Même si les hommes observent et tentent d'expliquer les tremblements de terre depuis la nuit des temps, ce n'est qu'au milieu du 19e siècle que les bases scientifiques de la sismologie vont être posées : études de la propagation des ondes, délimitation des zones sismiques, tectoniques des plaques, invention d'outils performants pour mesurer l'intensité des secousses, études géologiques, etc...

 

Aujourd'hui on connaît les causes des séismes et leur fonctionnement, on peut évaluer leurs effets, on peut en mesurer la puissance, mais on ne peut toujours pas les prévoir avec précision et, même dans les zones à très hauts risques, les solutions censées protégées les populations des dégâts qu'ils provoquent sont soit inexistantes, soit insuffisantes.

 

 

Les causes

Quatre types de séisme ont été identifiés :

- les séismes tectoniques : les plus fréquents et les plus dévastateurs. Ils sont dus à l'activité des plaques tectoniques.

- les séismes volcaniques : ils sont engendrés par la vibration produite par la remonté du magma, du gaz et des blocs solides dans la cheminée d'un volcan.

- les séismes polaires : les glaciers présentent une certaine élasticité.
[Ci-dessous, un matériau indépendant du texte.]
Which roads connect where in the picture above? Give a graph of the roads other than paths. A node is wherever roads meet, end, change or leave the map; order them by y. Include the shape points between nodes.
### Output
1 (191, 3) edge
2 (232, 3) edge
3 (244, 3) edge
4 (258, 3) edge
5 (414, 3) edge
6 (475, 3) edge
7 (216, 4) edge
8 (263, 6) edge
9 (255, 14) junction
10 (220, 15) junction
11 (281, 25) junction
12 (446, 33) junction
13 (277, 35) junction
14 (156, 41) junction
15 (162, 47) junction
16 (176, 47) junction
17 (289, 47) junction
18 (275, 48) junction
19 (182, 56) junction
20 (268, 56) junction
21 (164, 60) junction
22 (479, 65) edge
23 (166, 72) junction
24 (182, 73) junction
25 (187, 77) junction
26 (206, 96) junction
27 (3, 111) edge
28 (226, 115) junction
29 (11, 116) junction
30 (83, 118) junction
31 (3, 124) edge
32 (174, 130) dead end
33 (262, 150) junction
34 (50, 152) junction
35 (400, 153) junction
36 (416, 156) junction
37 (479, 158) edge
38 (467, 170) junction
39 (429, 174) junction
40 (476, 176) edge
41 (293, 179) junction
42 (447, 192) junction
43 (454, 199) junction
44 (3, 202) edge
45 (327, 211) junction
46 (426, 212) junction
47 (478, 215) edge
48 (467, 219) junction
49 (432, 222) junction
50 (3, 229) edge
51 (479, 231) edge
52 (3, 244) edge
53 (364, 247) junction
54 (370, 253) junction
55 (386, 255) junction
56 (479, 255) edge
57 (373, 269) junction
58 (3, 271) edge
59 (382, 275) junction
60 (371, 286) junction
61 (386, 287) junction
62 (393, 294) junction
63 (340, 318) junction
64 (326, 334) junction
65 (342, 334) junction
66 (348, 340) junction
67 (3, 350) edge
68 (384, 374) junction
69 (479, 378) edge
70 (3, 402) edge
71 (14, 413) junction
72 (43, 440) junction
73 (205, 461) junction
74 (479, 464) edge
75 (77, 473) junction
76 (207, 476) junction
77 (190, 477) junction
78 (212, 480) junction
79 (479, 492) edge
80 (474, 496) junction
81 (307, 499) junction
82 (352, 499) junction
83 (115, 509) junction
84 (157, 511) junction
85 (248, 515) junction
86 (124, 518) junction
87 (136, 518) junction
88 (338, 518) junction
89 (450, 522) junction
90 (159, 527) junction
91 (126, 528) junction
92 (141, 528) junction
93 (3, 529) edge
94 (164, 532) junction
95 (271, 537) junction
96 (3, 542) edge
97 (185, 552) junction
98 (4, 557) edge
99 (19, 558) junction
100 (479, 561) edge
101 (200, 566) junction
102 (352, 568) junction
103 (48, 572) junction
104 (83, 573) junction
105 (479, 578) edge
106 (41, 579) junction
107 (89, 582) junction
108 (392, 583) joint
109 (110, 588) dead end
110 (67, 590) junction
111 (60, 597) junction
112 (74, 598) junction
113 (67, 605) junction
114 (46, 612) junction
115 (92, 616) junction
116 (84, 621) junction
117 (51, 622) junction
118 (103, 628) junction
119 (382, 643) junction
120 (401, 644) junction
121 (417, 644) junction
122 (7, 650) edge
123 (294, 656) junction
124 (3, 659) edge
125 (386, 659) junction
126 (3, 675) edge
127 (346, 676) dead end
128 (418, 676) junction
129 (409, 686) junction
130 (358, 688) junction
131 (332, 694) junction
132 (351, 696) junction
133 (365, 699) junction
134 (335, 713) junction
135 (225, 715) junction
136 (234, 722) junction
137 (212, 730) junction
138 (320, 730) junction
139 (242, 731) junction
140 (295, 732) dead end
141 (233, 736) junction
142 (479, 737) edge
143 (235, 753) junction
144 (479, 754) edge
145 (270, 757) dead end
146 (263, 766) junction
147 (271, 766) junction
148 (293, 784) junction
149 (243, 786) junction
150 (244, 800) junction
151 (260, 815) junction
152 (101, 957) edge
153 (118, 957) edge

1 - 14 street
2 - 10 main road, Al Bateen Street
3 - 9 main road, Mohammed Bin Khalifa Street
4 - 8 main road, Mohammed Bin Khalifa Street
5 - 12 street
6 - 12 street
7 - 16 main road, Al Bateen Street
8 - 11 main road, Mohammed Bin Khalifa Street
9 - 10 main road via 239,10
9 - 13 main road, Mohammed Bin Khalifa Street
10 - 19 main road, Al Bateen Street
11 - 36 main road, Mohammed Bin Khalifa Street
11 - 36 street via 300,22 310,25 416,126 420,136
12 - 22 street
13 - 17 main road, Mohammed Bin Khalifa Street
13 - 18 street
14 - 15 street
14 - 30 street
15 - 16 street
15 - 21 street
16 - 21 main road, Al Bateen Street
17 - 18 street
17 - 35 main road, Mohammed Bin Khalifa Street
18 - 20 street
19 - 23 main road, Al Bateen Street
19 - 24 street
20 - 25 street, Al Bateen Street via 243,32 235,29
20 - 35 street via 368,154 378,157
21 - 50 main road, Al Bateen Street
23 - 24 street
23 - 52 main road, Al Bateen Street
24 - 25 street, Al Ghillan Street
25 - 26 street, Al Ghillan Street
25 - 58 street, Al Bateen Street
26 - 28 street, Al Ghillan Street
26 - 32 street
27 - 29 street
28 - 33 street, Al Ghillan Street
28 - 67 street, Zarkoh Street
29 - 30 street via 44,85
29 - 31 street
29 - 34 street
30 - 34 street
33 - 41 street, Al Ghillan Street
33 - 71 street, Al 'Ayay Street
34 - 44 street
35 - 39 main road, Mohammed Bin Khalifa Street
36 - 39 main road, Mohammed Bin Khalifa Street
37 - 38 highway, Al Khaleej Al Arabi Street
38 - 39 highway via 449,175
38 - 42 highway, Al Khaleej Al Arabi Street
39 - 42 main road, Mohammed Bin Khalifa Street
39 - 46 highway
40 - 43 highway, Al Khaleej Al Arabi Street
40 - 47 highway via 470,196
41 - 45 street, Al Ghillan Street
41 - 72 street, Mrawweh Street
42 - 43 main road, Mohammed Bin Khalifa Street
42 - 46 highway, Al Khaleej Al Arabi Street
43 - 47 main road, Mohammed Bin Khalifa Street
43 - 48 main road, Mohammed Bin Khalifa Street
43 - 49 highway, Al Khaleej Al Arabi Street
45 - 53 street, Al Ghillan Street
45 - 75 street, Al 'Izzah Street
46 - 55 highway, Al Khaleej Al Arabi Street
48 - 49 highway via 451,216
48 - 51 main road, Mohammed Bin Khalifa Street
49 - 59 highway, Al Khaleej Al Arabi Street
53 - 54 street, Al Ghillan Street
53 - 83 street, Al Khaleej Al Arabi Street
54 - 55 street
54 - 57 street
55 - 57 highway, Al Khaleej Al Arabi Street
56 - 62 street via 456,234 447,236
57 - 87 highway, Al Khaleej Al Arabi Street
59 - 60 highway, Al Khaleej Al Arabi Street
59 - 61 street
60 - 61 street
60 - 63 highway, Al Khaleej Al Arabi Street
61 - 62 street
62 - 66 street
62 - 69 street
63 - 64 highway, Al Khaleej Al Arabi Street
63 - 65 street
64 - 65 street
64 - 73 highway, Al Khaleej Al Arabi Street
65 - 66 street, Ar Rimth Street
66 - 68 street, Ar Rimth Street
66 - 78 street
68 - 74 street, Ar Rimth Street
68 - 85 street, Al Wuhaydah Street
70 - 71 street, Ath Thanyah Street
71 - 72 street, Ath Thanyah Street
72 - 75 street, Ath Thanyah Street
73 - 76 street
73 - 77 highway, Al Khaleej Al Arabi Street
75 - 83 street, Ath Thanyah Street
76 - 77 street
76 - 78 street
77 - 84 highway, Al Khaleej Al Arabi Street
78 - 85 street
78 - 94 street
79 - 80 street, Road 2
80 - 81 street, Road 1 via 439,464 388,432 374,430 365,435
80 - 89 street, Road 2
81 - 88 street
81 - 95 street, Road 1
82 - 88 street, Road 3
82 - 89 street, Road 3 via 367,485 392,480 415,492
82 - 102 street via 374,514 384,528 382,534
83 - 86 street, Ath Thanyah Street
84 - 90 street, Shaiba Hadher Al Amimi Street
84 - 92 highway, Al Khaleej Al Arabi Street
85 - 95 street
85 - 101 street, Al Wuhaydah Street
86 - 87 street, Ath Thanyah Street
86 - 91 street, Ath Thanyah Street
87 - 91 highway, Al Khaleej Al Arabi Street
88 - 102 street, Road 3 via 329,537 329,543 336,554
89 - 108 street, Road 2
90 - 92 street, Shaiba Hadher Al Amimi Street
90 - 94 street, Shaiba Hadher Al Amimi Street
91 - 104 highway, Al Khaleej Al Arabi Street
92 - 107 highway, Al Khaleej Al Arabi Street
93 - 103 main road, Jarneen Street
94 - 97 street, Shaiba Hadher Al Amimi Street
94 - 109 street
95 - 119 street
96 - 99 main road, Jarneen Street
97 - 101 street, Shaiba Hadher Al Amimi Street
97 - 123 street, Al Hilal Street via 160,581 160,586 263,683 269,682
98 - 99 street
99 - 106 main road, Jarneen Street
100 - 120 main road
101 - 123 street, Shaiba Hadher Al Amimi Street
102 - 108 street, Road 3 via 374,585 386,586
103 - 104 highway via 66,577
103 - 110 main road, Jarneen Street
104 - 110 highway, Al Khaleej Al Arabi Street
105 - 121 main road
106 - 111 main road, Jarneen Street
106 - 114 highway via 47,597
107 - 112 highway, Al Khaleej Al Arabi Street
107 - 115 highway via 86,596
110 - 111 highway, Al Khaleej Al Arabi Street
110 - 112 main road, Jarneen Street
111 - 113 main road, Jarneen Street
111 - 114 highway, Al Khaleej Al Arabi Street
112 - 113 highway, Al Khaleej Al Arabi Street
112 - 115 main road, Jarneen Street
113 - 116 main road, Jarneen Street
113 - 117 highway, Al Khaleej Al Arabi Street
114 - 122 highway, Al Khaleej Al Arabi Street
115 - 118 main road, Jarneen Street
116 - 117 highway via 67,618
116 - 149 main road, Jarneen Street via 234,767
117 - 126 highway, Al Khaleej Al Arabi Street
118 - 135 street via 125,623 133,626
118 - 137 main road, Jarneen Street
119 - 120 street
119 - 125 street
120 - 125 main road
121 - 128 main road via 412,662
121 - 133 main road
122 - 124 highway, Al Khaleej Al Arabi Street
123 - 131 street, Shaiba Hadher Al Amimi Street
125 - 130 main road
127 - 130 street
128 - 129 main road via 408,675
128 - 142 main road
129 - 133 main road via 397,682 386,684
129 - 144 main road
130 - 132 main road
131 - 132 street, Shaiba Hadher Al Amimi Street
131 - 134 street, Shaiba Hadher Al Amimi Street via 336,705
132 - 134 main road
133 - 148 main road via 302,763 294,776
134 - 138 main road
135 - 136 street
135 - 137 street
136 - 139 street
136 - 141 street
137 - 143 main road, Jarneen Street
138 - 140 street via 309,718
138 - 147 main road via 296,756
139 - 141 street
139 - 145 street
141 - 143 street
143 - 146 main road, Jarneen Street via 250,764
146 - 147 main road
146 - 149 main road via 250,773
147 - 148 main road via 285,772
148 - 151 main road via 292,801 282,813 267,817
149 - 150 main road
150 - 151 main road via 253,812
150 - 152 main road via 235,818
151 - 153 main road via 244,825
Quand la couche de glace fond ou quand elle se rompt, ils relâchent la tension accumulée.

- les séismes artificiels : sont liés à l'activité humaine (extraction minière, explosions, barrage, etc...)

 

Dans le cas du Chili, ce sont les séismes tectoniques qui sont en cause.

(Ndlr : Quoiqu'en y regardant de plus près, il y a aussi des centaines de volcans, l'antarctique pas très loin et une activité minière soutenue... Mais sinon, c'est sympa le Chili, venez nous voir !)

 

 

Le fonctionnement des séismes tectoniques

Quand deux plaques sont en contact soit elles se confrontent et forment une chaine de montagne (par exemple l'Himalaya), soit elles s'écartent, soit elles glissent l'une contre l'autre ou l'une sous l'autre.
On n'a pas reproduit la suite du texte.